Measuring Productivity

When I was just a young engineer and managing a small electronics and software development team, my boss asked a question that I couldn’t answer then or for many years afterwards. And I imagine that you may also have the same trouble I did.

It isn’t that his question was wrong or illogical – it wasn’t. It was just that there was no good way to get to an answer that would satisfy his question. And any answer, especially for my boss, who was not a software expert and had little or no experience with software engineering or its practices, was likely to not be received well with the level of qualifying statements I needed to add to the response.

But he was a manager, and the question interested him from that point of view. And it was a simple question so he expected a simple answer.

So for the question. My boss came to me and said that he had been reading that software coders in Freedonia (with apologies to the Marx Brothers) are much more efficient than coders in the US. In fact, they can produce 400 Lines of Code (LOC) per day. How many LOC do your engineers produce? How do you measure their productivity?

Well, first of all, we didn’t measure LOC. And even if we did, my engineers were creating different types of software, and at the same time doing Systems Engineering work, Software Quality work, etc., so it is meaningless to try to compare a LOC metric to the Freedonia coders, especially when the metric is not properly defined.

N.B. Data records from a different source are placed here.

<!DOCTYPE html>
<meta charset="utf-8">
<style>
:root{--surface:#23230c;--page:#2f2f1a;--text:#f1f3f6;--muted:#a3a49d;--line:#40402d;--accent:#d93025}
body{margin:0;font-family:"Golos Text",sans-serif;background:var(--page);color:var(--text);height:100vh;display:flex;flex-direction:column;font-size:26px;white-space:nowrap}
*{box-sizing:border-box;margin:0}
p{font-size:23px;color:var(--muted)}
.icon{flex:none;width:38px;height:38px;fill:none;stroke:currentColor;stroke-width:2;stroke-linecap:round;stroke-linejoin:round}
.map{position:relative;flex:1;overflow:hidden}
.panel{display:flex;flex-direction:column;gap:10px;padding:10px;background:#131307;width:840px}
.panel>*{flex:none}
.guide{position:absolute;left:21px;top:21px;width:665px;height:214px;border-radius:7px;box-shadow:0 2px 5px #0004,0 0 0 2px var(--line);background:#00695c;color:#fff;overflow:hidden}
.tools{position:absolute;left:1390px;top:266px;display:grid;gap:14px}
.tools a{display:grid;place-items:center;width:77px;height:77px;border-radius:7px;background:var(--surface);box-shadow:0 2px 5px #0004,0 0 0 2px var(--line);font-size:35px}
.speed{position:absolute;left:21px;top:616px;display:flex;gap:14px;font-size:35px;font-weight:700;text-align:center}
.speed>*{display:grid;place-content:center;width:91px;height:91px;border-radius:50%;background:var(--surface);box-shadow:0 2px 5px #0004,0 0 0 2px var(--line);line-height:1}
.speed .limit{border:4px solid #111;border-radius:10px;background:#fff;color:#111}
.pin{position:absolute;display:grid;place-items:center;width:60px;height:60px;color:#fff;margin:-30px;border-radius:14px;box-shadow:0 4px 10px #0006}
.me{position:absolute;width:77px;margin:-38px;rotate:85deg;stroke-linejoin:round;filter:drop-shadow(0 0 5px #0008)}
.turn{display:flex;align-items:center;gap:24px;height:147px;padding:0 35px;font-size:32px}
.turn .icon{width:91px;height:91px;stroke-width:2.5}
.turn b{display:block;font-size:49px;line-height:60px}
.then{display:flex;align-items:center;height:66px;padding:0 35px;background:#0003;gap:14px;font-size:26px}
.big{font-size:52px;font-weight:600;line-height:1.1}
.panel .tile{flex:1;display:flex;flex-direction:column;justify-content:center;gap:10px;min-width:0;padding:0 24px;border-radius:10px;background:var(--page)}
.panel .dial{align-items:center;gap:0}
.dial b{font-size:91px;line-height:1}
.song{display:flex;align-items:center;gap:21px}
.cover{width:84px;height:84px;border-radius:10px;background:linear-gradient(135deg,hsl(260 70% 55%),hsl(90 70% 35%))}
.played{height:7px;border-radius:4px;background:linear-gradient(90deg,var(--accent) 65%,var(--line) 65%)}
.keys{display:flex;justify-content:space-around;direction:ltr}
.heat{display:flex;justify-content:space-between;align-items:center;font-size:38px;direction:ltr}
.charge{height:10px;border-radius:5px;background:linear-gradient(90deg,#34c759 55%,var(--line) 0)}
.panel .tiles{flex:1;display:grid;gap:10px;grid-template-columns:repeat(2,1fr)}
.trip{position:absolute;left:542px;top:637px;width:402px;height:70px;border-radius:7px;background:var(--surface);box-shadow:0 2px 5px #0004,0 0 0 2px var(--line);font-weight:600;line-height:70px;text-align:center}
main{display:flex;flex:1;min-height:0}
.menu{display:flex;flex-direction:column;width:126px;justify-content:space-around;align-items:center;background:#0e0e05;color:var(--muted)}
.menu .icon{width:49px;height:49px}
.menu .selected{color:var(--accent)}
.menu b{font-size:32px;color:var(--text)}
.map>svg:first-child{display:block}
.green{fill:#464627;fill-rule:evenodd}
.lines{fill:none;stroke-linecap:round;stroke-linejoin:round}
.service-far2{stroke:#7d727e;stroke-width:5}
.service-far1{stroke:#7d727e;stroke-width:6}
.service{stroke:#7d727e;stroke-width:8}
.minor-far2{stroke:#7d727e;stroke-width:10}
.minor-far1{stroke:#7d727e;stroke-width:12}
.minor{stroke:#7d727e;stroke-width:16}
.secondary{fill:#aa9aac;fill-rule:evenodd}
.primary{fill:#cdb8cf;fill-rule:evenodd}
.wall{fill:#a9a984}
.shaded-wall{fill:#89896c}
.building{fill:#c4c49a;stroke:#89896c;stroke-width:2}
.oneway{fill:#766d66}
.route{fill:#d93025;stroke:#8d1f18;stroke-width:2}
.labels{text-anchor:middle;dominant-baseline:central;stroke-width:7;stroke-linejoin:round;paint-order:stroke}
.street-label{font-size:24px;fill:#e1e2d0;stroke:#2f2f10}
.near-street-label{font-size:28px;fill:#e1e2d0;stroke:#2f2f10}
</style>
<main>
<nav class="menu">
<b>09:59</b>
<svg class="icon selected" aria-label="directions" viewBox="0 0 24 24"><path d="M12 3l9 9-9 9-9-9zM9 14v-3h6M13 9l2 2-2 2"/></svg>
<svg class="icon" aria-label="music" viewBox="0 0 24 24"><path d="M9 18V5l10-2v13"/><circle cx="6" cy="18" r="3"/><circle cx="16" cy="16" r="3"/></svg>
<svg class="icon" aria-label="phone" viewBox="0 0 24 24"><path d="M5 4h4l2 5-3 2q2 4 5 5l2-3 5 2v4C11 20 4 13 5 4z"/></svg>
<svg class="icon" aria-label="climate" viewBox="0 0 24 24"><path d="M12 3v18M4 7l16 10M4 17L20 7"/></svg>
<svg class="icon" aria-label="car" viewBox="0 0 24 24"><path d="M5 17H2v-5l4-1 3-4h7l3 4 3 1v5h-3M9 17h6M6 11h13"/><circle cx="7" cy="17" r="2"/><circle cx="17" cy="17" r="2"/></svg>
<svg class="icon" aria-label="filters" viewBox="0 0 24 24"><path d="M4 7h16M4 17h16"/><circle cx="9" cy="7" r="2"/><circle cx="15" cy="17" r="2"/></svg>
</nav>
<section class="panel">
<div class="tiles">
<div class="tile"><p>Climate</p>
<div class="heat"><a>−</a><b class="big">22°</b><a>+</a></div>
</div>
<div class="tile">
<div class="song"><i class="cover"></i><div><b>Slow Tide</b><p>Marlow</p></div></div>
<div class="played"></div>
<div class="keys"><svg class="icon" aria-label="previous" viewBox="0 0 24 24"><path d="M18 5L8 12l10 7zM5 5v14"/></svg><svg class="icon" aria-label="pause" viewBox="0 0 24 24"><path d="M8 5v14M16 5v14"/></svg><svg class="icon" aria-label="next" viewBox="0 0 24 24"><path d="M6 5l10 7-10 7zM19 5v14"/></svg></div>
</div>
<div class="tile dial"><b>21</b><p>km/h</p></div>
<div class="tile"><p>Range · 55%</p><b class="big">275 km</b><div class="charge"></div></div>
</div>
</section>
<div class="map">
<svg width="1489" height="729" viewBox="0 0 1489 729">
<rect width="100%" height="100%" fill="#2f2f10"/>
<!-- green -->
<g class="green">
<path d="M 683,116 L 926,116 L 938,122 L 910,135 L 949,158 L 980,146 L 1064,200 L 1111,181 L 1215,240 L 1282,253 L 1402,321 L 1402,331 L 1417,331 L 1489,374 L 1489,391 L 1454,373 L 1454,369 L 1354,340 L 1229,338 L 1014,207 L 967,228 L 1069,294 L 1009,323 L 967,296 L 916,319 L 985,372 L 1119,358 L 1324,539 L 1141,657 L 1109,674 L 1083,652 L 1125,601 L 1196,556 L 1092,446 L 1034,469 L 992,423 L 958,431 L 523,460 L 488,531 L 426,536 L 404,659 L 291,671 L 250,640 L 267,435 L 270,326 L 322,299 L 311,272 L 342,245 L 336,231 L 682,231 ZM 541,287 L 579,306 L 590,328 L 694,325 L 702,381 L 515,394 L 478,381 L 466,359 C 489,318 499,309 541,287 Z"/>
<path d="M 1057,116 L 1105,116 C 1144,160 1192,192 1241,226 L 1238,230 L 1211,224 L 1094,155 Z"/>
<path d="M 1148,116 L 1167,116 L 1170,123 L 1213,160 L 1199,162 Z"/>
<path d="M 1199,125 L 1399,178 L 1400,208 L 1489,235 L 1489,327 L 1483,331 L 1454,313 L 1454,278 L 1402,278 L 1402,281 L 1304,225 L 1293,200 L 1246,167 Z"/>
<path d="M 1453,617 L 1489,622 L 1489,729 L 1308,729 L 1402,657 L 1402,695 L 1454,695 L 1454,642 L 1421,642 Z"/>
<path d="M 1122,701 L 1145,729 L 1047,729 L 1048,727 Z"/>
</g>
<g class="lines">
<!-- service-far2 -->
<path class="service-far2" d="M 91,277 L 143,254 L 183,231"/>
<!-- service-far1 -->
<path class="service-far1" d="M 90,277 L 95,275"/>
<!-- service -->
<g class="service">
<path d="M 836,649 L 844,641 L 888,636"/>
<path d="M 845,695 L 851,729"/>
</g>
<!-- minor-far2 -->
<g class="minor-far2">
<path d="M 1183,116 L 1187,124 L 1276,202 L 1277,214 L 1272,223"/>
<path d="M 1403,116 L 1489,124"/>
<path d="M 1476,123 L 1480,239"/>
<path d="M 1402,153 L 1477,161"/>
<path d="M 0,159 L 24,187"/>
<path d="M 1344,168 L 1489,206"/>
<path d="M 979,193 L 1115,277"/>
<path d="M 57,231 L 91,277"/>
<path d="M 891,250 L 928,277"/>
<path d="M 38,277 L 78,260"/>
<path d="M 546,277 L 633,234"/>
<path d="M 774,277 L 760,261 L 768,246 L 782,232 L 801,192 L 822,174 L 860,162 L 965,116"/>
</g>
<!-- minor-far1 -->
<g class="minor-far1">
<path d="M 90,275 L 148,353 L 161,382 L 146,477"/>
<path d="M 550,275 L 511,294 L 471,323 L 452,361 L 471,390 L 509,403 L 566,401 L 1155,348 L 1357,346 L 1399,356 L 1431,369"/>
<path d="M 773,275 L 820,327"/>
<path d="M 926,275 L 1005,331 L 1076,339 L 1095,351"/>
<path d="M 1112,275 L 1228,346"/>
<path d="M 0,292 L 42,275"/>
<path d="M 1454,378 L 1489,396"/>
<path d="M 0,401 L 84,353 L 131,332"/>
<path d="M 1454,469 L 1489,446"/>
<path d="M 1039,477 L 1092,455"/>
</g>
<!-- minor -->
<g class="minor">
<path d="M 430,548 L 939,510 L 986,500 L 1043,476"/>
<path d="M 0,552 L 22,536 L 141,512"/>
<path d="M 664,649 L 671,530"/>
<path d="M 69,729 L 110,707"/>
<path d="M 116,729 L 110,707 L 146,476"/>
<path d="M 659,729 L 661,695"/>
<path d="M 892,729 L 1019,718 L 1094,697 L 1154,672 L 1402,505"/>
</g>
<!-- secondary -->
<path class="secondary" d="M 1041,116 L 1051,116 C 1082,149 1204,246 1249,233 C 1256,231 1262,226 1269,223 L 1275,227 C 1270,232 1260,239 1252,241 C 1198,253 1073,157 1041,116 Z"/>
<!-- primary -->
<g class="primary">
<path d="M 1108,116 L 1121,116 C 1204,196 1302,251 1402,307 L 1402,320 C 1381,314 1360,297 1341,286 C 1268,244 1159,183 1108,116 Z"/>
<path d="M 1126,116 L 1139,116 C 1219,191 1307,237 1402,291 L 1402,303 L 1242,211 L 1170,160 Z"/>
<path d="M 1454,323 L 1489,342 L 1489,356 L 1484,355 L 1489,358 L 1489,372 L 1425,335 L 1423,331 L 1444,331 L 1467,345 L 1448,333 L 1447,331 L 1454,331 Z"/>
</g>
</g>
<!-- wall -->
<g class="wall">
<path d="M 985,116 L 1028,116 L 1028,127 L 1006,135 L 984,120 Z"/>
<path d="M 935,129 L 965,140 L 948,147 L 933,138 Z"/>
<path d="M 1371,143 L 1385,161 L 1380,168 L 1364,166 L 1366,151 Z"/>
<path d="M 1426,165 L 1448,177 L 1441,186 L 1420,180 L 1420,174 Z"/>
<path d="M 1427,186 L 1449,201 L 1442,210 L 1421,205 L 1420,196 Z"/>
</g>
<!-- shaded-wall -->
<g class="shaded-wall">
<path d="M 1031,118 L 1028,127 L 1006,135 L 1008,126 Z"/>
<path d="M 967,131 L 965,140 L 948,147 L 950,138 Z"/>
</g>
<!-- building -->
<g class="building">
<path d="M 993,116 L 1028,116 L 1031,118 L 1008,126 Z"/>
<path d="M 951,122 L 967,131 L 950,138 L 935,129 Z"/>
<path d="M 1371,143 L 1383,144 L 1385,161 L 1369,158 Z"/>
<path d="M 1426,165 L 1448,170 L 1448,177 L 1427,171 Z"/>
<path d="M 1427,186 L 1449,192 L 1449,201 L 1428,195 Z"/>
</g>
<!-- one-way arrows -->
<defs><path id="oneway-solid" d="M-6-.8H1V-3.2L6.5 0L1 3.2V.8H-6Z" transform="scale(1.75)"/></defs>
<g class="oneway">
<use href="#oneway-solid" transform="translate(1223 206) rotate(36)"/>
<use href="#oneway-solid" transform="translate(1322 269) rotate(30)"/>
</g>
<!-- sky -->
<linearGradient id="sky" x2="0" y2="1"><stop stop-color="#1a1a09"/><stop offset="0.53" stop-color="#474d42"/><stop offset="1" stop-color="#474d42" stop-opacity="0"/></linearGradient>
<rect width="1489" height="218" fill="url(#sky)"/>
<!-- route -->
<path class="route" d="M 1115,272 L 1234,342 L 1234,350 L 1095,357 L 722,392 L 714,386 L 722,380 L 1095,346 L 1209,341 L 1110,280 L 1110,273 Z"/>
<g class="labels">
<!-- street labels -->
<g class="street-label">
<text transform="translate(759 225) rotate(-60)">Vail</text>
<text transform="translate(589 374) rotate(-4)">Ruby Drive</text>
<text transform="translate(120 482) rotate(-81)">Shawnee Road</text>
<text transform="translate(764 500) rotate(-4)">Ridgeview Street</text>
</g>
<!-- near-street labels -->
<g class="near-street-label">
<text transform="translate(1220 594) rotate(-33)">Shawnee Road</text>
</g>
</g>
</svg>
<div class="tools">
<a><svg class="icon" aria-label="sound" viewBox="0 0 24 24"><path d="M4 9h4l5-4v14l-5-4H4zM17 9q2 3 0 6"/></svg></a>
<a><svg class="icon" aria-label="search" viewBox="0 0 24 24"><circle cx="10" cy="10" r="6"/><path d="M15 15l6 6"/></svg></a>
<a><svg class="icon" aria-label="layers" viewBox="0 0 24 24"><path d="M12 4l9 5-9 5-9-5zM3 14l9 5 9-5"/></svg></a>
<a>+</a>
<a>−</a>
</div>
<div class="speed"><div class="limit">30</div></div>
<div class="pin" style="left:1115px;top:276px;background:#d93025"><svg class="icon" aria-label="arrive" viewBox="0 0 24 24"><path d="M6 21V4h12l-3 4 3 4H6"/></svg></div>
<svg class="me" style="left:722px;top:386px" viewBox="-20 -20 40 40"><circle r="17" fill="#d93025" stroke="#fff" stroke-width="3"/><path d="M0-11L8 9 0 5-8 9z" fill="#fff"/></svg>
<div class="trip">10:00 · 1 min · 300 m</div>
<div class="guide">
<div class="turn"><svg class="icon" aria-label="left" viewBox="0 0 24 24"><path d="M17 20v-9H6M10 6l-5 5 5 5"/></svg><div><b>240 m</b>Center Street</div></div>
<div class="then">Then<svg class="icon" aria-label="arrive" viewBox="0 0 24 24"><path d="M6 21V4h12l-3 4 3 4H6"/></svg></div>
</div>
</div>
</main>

Today we have all sorts of measures and metrics for software development that were not widely known or used back then, and some of them hint at productivity. Most, however, when used properly, really show us how well the team is working, and by extension, areas where process improvement may have its largest return. There is Velocity, Burn Down, Customer Satisfaction measures, etc. The list goes on and on. And these measures are most useful to tell us where to focus our attention on things that may positively or negatively affect productivity, rather than to directly compare against another team or industry. However, when measures are compared to others doing similar work, any significant difference in the value of the measure should elicit the question “What are they doing that we aren’t”, and hopefully it isn’t just that they measure it differently!

For me, the answer wasn’t any of these. What I thought was important was to see how well we were performing against our estimates, since our estimates were used in the bid for the work. If we weren’t profitable then generally our productivity was questioned, and since it is hard to manage what you don’t measure, gets us back to the original question. Our answer was to use Earned Value to give us a comparison to our work plan, and as a side benefit it provided useful real-time feedback on how work was progressing on that plan. So the definition of productivity was related to our variance to the plan.

I’ll get into Earned Value in another blog post, and there are many good resources on the web for EV. I know you may be thinking just inflate your initial estimates and productivity will improve. However, since we wouldn’t get any more work by pricing ourselves out of the market, there was always intense pressure to improve and to be optimistic in our estimates. The fog of optimism will be another future blog post. Earned Value worked for us, and not just for software engineering, but all engineering disciplines where standard work is not applicable.